From the analysis below, it can be seen that Tendulkar to of everybody else in Test cricket. However it must be noted that Tendulkar’s performance deteriorated towards the end of his career. Such was not the case with Gavaskar. Kohli has some catching up to do and he still has a lot of Test cricket in him.

In ODI Kohli can be seen to pulling ahead of Tendulkar in several aspects.

My R package cricketr can be installed directly from CRAN and you can use it analyze cricketers.

This package uses the statistics info available in ESPN Cricinfo Statsguru. The current version of this package supports all formats of the game including Test, ODI and Twenty20 versions.

You should be able to install the package from GitHub and use the many functions available in the package. Please mindful of the ESPN Cricinfo Terms of Use

Take a look at my short video tutorial on my R package cricketr on Youtube – R package cricketr – A short tutorial

Do check out my interactive Shiny app implementation using the cricketr package – Sixer – R package cricketr’s new Shiny avatar

Note 1: If you would like to do a similar analysis for a different set of batsman and bowlers, you can clone/download my skeleton cricketr templatefrom Github (which is the R Markdown file I have used for the analysis below).

Note 2: I sprinkle the charts with my observations. Feel free to look at them more closely and come to your conclusions.

Important note: Do check out the python avatar of cricketr, ‘cricpy’ in my post Introducing cricpy:A python package to analyze performances of cricketers

### 1 Load the cricketr package

if (!require("cricketr")){
install.packages("cricketr",lib = "c:/test")
}
library(cricketr)

## A Test cricket  – Analysis of Gavaskar, Tendulkar and Kohli

### 2. Get player data

tendulkar <- getPlayerData(35320,dir=".",file="tendulkar.csv",type="batting")
kohli <- getPlayerData(253802,dir=".",file="kohli.csv",type="batting")
gavaskar <- getPlayerData(28794,dir=".",file="gavaskar.csv",type="batting")

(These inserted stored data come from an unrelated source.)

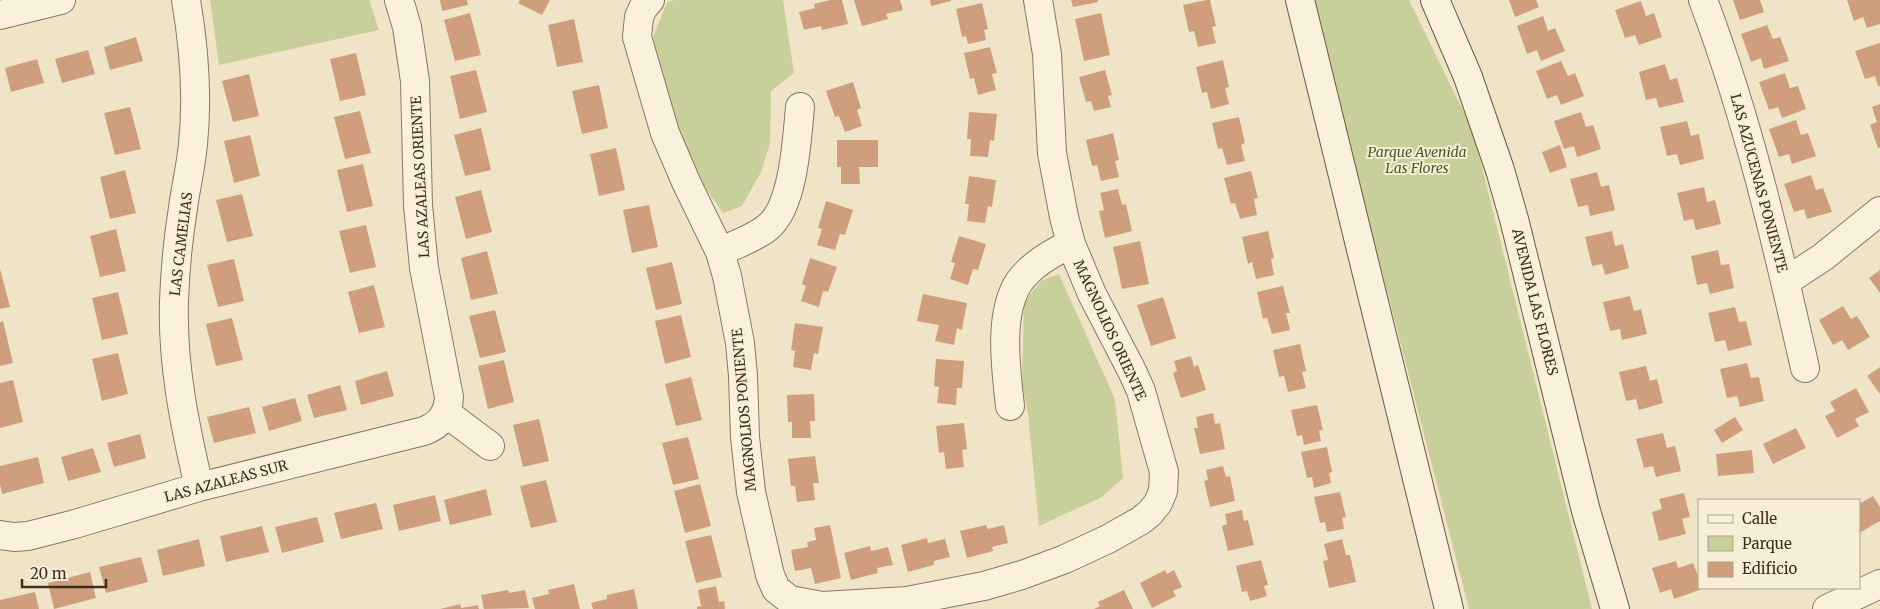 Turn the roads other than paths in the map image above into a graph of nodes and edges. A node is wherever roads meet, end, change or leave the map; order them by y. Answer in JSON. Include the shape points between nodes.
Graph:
{"nodes":[{"id":1,"x":61,"y":0,"type":"edge"},
{"id":2,"x":186,"y":0,"type":"edge"},
{"id":3,"x":399,"y":0,"type":"edge"},
{"id":4,"x":1038,"y":0,"type":"edge"},
{"id":5,"x":1300,"y":0,"type":"edge"},
{"id":6,"x":1436,"y":0,"type":"edge"},
{"id":7,"x":1703,"y":0,"type":"edge"},
{"id":8,"x":647,"y":4,"type":"edge"},
{"id":9,"x":0,"y":15,"type":"edge"},
{"id":10,"x":800,"y":106,"type":"dead end"},
{"id":11,"x":1880,"y":211,"type":"edge"},
{"id":12,"x":1071,"y":244,"type":"junction"},
{"id":13,"x":720,"y":252,"type":"junction"},
{"id":14,"x":1785,"y":282,"type":"junction"},
{"id":15,"x":1805,"y":368,"type":"dead end"},
{"id":16,"x":1010,"y":406,"type":"dead end"},
{"id":17,"x":446,"y":413,"type":"junction"},
{"id":18,"x":490,"y":446,"type":"dead end"},
{"id":19,"x":199,"y":487,"type":"junction"},
{"id":20,"x":0,"y":535,"type":"edge"},
{"id":21,"x":780,"y":594,"type":"joint"},
{"id":22,"x":1868,"y":596,"type":"edge"},
{"id":23,"x":1449,"y":609,"type":"edge"},
{"id":24,"x":1615,"y":609,"type":"edge"},
{"id":25,"x":1827,"y":609,"type":"edge"}],
"edges":[{"from":1,"to":9,"type":"street"},
{"from":2,"to":19,"type":"street","name":"LAS CAMELIAS","via":[[196,105],[191,166],[176,261],[175,348],[184,420]]},
{"from":3,"to":17,"type":"street","name":"LAS AZALEAS ORIENTE","via":[[415,81],[418,205],[434,322],[449,397]]},
{"from":4,"to":12,"type":"street","name":"MAGNOLIOS ORIENTE","via":[[1047,54],[1052,153]]},
{"from":5,"to":23,"type":"street"},
{"from":6,"to":24,"type":"street","name":"AVENIDA LAS FLORES","via":[[1481,114],[1505,186],[1586,511]]},
{"from":7,"to":14,"type":"street","name":"LAS AZUCENAS PONIENTE","via":[[1738,100]]},
{"from":8,"to":13,"type":"street","name":"MAGNOLIOS PONIENTE","via":[[639,17],[637,37],[657,108],[674,156]]},
{"from":10,"to":13,"type":"street","via":[[794,157],[781,212],[763,230]]},
{"from":11,"to":14,"type":"street","via":[[1823,257]]},
{"from":12,"to":16,"type":"street","name":"MAGNOLIOS ORIENTE","via":[[1038,262],[1019,283],[1012,298],[1006,346]]},
{"from":12,"to":21,"type":"street","name":"MAGNOLIOS ORIENTE","via":[[1145,405],[1164,472],[1163,491],[1150,513],[1108,539],[1065,559],[984,586],[917,600],[822,606],[798,603]]},
{"from":13,"to":21,"type":"street","name":"MAGNOLIOS PONIENTE","via":[[740,343],[751,492],[770,574]]},
{"from":14,"to":15,"type":"street","name":"LAS AZUCENAS PONIENTE"},
{"from":17,"to":18,"type":"street"},
{"from":17,"to":19,"type":"street","name":"LAS AZALEAS SUR","via":[[433,428],[424,431]]},
{"from":19,"to":20,"type":"street","name":"LAS AZALEAS SUR","via":[[28,536]]},
{"from":22,"to":25,"type":"street"}]}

### 3a. Basic analyses for Tendulkar

par(mfrow=c(1,3))
par(mar=c(4,4,2,2))
batsmanRunsFreqPerf("./tendulkar.csv","Tendulkar")
batsmanMeanStrikeRate("./tendulkar.csv","Tendulkar")
batsmanRunsRanges("./tendulkar.csv","Tendulkar")
dev.off()

### 3b Basic analyses for Kohli

par(mfrow=c(1,3))
par(mar=c(4,4,2,2))
batsmanRunsFreqPerf("./kohli.csv","Kohli")
batsmanMeanStrikeRate("./kohli.csv","Kohli")
batsmanRunsRanges("./kohli.csv","Kohli")
dev.off()

### 3c Basic analyses for Gavaskar

par(mfrow=c(1,3))
par(mar=c(4,4,2,2))
dev.off()

### 4a.More analyses for Tendulkar

It can be seen that Tendulkar and Gavaskar has been bowled more often than Kohli. Also Kohli does not have as many sixes in Test cricket as Tendulkar and Gavaskar

par(mfrow=c(1,3))
par(mar=c(4,4,2,2))
batsman4s("./tendulkar.csv","Tendulkar")
batsman6s("./tendulkar.csv","Tendulkar")
batsmanDismissals("./tendulkar.csv","Tendulkar")
dev.off()

### 4b. More analyses for Kohli

par(mfrow=c(1,3))
par(mar=c(4,4,2,2))
batsman4s("./kohli.csv","Kohli")
batsman6s("./kohli.csv","Kohli")
batsmanDismissals("./kohli.csv","Kohli")
dev.off()

### 4c More analyses for Gavaskar

par(mfrow=c(1,3))
par(mar=c(4,4,2,2))
dev.off()

### 5 Performance of batsmen on different grounds

par(mar=c(4,4,2,2))
batsmanAvgRunsGround("./tendulkar.csv","Tendulkar")
batsmanAvgRunsGround("./kohli.csv","Kohli")


a

#dev.off()

### 6. Performance if batsmen against different Opposition

1. Tendulkar averages 50 against the following countries – Australia, Bangladesh, England, Sri Lanka, West Indies and Zimbabwe
2. Kohli average almost 50 against all the nations he has played – Australia, Bangladesh, England, New Zealand, Sri Lanka and West Indies
3. Gavaskar averages 50 against Australia, Pakistan, West Indies, Sri Lanka
par(mar=c(4,4,2,2))
batsmanAvgRunsOpposition("./tendulkar.csv","Tendulkar")
batsmanAvgRunsOpposition("./kohli.csv","Kohli")
batsmanAvgRunsOpposition("./gavaskar.csv","Gavaskar")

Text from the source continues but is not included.